Zergan explained that the library has a collection of books and publications on Sahrawi poetry and culture, adding that the university is working with some partners on a website that includes Sahrawi archives related to customs, traditions, history, artefacts, human rights and war of the Sahara.

More postgraduate programmes planned

The university offers bachelor degrees at its School of Nursing, namely in nursing, pharmacy and gynaecology. The School of Nursing is the only university school where students can learn in Spanish as well in Arabic. In the other three schools, classes are only in Arabic.

Zergan added that the institution is working to offer masters programmes online in the future, but it is facing difficulties with internet connectivity and an unstable electricity network in the camps. Existing online classes have already been disrupted as a consequence.

The university also intends to train students in other postgraduate degrees, including PhDs, develop scientific research, invest more in distance learning, and improve the level of school curricula, he mentioned.
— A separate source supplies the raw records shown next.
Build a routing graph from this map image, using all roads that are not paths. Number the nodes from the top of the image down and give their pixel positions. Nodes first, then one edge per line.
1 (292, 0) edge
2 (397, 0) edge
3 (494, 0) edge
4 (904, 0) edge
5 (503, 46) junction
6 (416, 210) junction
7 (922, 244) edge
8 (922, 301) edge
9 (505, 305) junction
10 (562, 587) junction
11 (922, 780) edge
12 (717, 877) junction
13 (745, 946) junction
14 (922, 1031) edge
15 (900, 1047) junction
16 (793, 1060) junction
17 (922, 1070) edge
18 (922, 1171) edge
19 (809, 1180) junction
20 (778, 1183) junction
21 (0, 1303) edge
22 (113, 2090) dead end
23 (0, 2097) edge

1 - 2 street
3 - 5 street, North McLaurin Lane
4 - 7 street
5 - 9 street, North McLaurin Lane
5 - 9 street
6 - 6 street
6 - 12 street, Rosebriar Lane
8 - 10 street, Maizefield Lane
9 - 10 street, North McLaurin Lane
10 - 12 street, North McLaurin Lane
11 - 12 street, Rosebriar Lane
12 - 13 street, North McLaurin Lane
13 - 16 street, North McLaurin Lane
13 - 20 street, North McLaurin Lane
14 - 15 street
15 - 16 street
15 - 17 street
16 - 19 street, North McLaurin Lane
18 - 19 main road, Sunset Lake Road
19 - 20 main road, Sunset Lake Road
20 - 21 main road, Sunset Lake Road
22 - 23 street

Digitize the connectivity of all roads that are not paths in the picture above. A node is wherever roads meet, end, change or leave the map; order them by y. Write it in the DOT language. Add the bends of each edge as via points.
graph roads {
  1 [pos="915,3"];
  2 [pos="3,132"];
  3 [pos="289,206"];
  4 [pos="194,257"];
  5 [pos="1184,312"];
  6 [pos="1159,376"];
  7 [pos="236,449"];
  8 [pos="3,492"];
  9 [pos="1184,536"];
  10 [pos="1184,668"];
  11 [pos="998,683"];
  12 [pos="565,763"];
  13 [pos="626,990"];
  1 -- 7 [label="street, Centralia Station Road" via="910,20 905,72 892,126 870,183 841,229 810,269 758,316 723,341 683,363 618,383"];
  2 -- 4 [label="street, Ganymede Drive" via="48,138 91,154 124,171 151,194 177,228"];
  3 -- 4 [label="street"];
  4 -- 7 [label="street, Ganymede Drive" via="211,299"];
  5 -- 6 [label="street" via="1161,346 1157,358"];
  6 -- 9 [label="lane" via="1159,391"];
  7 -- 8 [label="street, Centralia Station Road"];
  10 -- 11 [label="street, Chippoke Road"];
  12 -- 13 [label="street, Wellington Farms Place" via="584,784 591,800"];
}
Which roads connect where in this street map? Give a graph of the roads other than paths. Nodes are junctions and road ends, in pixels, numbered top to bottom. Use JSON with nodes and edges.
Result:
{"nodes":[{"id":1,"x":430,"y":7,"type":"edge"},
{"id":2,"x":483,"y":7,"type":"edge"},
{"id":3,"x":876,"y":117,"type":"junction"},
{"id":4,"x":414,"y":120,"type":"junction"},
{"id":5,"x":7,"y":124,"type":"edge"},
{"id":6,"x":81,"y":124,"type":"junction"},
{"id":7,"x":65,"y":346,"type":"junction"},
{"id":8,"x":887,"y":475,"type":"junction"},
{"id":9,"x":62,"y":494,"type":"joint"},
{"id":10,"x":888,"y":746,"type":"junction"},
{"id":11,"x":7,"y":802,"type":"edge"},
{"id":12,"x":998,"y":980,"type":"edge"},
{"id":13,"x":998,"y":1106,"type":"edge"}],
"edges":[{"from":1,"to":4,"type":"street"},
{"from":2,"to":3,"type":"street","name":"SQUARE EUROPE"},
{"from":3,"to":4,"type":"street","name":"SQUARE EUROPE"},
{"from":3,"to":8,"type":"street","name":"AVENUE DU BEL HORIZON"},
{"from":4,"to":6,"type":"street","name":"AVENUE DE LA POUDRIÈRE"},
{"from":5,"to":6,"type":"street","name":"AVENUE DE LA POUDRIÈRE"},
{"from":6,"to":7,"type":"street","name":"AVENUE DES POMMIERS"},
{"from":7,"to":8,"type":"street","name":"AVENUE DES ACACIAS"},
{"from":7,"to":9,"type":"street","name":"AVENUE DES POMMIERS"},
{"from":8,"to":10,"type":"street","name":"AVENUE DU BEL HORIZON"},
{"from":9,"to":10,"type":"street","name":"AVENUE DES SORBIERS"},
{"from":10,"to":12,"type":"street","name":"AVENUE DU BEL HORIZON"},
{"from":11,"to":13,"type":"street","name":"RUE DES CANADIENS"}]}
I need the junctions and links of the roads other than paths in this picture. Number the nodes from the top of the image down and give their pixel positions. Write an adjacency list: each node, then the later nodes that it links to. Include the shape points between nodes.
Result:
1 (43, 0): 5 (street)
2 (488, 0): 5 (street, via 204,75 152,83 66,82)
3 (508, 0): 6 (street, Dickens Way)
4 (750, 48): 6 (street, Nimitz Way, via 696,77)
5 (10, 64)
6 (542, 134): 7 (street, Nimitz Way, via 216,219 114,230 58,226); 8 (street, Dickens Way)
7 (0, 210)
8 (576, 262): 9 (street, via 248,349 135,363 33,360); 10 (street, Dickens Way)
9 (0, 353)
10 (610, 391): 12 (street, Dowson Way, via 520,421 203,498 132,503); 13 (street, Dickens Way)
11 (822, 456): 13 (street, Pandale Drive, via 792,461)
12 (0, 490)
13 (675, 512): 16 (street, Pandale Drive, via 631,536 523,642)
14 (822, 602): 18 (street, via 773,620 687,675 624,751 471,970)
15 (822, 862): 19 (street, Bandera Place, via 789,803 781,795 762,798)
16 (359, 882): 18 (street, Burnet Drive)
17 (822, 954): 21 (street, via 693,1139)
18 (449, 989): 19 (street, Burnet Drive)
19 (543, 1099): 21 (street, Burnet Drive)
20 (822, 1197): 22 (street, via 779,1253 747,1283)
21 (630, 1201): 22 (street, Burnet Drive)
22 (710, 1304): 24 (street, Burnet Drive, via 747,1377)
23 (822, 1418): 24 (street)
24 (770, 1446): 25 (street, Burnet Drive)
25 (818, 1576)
The professor added that the university is where it is now thanks to agreements of cooperation, the organisation of scientific conferences and study days, and “numerous difficulties and sacrifices made by Jatari Hamudi”, the institution’s first rector, who was succeeded by Moulay Amhamed Brahim on 4 March 2024.

Partnerships offer mutual benefits

The delegation from the University of La Rioja visited the University of Tifariti to discuss cooperation, especially in terms of distance education, the promotion of research and the training of teachers and students.

“Any university, and, in this case that of Tindouf, is a strategic agent for the development of a people and a country,” Vega said, warning that “young people without a future” might end up reverting to violence, which happens often in Africa.

As a result, the institutions discussed potential “international and interdisciplinary research groups” in the food sector, where Spanish researchers could learn from the Sahrawis about the impact of climate change since they are experiencing it, and how to deal with hard soil and a lack of water.

Moreover, she added, researchers from other areas could learn from the local students about how “to survive in extreme difficulties and ... with an enviable human disposition”. This is especially important, Vega stressed, when there is a fundamental problem among young people from the first world who “choose suicide as a way out”.

She said she found young Sahrawis had “a lot of enthusiasm for their future” and “great capacities, but few opportunities to develop them” in the refugee camps.

Therefore, the Polisario Front has a “very important challenge, which is to retain all this talent”, including people who graduated in Algeria, in difficult conditions because graduates might think twice before investing in a place that they see as a temporary location. Besides, since they never experienced the beginning of the conflict 50 years ago, these young people “perhaps no longer believe in the possible dream of returning” to Western Sahara, she said.